A student and affordable housing block, Nyhuset was one of the first projects that used cross laminated timber (CLT). CLT is a building material with a much lower carbon footprint than steel or concrete. It is also much quicker to build with, lighter and produces less on-site waste. In short, the energy used in construction is less.

Lowenstein believes you can see a clear line of influence from Brendeland & Kristoffersen’s work here to other projects in Norway, such as the Wood City at the Stavanger City of Culture in 2009. Since then CLT’s uptake has been accelerating, with various Norwegian architecture studios focusing on CLT and other engineered timber. Reiulf Ramstad Arkitekter and Danish CF Møller are currently working on Fjordporten, a mixed-use project around the transit interchange which includes Oslo’s first CLT-concrete high rise, planned for 31 storeys.

Nyhuset Svartlamon by Ole Husby

These are projects demonstrating youthful Norwegian energies looking at how to integrate sustainability into city living, density and multi-use mixed workspaces, Lowenstein says.

Another project cited as a comparable expression of this new energy can be found at Svartlamon again, in a self-build project by Nøysom Arkitkter. “Nøysom” means frugal and it was the aim of Master’s students Trygve Ohren, Haakon Haanes and Cathrine Johansen Rønningen to create housing that makes the most of what is available through creativity, utilising the adaptability of sustainable self-build projects that can change as a family or person’s needs change over time.

Their four-year project on disused land in Svartlamon was to design five compact self-built (to be built by their occupants) row houses. They are all naturally ventilated, easy to assembled and served by a communal house, home to facilities for washing, central heating and storage in the middle of the five plots.

Inside an experimental house at Svartlamon by Nøysom arkitekter on Instagram

However, as intriguing and successful as these smaller projects are, is it even worth considering scaling them up? Although Lowenstein thinks it would be difficult to replicate them on a large scale, there is no reason we cannot learn from them.

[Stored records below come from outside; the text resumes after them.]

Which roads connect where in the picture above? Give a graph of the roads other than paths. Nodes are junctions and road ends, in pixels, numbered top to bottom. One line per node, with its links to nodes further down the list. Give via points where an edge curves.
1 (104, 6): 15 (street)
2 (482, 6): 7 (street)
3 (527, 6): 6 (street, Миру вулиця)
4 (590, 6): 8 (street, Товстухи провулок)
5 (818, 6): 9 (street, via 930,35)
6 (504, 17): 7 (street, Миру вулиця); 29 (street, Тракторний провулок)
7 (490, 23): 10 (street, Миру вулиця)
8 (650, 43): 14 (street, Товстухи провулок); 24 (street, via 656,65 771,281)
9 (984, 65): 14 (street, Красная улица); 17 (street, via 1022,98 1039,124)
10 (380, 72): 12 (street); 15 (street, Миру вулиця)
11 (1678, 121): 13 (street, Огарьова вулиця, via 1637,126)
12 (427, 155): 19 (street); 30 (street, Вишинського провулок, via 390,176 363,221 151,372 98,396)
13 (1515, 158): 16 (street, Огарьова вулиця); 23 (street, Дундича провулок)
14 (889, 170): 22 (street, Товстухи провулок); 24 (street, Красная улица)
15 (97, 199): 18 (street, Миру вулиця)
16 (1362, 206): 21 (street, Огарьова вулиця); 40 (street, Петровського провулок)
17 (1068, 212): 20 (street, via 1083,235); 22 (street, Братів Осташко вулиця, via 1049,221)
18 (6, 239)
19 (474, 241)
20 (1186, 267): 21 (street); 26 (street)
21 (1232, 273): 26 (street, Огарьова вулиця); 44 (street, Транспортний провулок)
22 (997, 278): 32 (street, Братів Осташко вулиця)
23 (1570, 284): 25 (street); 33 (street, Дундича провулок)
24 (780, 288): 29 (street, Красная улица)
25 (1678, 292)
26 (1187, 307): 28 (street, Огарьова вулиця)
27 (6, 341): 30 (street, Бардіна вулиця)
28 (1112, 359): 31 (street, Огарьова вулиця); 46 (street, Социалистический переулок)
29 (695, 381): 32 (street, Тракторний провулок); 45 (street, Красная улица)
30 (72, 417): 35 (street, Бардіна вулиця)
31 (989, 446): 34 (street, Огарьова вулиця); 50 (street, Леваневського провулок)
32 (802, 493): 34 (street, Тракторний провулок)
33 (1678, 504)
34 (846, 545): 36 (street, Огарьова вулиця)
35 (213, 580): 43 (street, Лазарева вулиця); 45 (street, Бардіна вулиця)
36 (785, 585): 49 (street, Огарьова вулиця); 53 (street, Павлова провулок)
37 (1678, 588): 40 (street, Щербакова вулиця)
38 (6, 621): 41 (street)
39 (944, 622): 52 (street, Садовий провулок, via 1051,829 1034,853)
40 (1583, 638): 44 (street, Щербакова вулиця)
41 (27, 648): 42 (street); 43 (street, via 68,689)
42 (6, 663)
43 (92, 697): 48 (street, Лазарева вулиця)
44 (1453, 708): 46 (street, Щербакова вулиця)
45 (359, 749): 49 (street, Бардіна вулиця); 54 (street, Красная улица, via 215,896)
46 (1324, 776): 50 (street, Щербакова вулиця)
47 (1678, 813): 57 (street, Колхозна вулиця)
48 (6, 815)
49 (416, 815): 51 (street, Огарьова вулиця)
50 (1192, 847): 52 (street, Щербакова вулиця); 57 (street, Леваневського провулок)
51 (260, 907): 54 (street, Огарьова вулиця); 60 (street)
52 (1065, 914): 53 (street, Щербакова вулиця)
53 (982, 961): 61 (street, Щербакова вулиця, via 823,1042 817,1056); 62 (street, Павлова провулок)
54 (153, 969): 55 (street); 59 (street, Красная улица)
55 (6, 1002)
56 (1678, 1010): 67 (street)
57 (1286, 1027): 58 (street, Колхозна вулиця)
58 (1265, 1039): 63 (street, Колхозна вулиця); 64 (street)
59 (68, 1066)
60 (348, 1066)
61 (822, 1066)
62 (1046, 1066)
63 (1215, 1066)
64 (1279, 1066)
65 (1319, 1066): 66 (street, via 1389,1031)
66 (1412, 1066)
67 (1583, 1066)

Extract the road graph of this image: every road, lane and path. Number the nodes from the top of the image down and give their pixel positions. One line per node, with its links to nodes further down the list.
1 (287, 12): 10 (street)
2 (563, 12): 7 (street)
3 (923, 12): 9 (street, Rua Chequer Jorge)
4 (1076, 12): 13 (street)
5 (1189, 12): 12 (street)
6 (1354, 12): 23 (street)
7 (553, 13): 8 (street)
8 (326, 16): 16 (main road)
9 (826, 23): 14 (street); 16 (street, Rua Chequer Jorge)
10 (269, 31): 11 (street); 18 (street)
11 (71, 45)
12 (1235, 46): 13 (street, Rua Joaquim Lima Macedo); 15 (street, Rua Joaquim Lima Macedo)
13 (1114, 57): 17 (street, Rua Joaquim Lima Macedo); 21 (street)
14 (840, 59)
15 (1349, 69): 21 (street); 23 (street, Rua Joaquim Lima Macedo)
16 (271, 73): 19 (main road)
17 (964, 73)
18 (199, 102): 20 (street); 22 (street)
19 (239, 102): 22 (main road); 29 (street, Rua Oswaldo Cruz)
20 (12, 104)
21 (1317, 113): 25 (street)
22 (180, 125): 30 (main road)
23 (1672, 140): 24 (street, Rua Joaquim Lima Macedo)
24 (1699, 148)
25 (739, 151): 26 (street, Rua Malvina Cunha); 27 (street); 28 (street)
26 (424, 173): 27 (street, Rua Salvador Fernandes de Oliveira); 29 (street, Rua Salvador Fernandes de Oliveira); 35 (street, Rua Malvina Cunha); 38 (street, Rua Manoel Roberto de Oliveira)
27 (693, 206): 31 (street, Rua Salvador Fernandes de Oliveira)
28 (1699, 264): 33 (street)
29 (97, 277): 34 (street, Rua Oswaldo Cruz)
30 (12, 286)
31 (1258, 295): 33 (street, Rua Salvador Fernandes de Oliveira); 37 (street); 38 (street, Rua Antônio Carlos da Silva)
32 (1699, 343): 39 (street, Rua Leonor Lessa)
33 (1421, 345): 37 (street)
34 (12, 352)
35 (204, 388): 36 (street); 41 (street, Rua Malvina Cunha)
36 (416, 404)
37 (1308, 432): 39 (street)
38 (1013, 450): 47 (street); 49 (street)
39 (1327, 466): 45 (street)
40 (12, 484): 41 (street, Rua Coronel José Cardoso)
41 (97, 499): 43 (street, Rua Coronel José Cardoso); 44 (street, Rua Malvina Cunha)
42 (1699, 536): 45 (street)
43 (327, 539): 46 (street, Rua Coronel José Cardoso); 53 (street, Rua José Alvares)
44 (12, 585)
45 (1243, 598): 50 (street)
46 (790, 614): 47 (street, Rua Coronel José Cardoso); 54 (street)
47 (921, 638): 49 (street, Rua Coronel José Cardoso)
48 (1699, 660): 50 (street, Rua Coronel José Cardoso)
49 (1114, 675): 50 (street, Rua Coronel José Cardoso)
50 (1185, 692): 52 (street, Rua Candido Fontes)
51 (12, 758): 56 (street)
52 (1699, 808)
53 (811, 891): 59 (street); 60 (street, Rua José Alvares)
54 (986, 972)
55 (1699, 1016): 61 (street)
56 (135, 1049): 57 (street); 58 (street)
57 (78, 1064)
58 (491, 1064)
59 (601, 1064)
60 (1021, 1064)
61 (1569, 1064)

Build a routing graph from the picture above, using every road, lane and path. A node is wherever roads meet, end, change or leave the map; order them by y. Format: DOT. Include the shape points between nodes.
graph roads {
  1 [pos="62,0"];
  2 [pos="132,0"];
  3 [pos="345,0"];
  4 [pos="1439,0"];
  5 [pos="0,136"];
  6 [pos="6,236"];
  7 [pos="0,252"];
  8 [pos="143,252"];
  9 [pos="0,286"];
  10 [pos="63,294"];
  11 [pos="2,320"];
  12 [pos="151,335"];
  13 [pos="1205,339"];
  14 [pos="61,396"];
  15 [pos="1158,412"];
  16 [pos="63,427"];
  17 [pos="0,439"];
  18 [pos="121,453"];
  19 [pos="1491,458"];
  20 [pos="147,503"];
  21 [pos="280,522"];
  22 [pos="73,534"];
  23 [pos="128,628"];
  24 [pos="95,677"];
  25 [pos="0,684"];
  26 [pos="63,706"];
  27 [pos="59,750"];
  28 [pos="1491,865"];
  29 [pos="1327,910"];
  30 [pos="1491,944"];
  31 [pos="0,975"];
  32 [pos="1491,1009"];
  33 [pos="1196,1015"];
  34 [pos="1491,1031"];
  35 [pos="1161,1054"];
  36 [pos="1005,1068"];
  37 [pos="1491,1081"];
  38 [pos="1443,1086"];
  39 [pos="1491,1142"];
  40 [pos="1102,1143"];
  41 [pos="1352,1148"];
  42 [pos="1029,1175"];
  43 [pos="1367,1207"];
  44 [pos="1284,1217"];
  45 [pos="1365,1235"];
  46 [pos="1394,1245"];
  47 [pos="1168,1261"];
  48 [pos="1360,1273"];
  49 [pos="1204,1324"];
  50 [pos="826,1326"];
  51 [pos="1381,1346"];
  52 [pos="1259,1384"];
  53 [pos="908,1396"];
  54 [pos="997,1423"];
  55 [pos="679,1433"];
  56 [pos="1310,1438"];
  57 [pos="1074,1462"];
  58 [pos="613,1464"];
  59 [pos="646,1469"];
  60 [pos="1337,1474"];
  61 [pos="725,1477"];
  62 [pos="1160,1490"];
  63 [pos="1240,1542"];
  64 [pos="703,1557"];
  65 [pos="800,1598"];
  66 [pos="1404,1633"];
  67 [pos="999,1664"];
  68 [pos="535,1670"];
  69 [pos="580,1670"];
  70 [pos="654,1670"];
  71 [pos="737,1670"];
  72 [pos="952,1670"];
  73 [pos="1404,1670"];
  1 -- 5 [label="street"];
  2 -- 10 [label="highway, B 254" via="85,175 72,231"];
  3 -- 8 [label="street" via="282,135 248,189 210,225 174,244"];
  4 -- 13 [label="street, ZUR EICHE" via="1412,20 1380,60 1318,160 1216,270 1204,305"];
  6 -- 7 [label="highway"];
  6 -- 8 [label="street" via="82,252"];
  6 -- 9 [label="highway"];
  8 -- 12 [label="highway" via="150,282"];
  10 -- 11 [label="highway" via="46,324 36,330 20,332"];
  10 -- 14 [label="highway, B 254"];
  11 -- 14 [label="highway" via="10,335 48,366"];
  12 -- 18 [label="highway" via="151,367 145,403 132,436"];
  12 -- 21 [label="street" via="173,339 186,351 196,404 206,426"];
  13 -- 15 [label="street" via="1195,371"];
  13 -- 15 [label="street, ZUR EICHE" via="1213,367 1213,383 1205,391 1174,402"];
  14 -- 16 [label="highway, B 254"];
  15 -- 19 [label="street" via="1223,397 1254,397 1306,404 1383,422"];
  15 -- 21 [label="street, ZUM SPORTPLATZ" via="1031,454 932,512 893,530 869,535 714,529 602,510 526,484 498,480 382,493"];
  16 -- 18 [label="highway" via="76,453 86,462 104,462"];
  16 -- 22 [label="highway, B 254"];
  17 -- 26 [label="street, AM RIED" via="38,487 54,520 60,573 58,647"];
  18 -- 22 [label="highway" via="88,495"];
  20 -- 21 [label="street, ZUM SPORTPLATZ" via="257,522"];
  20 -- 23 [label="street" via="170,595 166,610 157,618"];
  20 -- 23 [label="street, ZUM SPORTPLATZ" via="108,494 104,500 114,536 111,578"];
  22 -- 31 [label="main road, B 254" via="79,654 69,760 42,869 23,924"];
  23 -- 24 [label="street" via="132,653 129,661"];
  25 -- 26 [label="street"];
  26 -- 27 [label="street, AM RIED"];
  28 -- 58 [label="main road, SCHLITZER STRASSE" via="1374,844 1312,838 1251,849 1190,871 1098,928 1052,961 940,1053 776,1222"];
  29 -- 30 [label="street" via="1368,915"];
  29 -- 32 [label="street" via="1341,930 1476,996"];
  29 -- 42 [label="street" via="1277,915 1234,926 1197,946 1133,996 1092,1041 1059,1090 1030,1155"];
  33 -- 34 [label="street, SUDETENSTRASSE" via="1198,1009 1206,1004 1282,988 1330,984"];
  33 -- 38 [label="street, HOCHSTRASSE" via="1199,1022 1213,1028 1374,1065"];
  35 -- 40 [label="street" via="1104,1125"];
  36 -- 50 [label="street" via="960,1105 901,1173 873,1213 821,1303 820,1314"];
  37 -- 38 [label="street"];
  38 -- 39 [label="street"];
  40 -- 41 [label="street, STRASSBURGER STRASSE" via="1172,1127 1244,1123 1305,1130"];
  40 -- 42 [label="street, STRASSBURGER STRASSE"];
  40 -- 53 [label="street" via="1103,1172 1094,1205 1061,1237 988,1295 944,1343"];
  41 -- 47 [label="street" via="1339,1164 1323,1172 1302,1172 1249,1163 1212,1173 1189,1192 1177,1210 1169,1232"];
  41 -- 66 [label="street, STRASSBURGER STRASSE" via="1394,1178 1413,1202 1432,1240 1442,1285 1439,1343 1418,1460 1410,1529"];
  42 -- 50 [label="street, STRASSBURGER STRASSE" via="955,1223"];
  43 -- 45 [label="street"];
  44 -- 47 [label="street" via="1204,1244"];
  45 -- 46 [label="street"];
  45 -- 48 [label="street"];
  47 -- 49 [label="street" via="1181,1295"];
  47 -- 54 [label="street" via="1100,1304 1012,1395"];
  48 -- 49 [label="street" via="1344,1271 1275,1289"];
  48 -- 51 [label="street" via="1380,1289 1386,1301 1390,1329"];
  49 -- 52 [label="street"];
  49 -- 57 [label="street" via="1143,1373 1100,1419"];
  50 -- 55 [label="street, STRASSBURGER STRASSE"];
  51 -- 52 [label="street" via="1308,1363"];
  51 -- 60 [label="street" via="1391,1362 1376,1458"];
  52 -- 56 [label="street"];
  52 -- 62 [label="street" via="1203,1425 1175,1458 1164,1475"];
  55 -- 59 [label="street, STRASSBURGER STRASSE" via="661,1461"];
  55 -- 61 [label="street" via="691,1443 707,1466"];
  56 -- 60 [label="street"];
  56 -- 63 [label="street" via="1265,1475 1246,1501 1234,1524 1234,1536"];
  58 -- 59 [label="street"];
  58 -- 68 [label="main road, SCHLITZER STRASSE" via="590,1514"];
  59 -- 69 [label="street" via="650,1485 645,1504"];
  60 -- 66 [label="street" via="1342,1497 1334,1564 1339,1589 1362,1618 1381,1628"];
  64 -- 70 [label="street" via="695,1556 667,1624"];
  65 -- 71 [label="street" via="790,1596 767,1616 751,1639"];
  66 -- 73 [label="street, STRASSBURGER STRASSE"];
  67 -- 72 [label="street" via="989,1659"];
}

“It’s still an interesting model and it could be, for instance, integrated into planning in the context of other cities such as Oslo and the uptake of urban sustainability, food production and mixed-used live work experiments there,” Lowenstein says.

Sachs Olsen agrees. Those looking to simply transport successful urban planning from one city to another miss the point. Context is king.

“I think policies always need to contextual but it also comes to urban planning, particularly in the west we have this idea that our form of development is the right one,” she says.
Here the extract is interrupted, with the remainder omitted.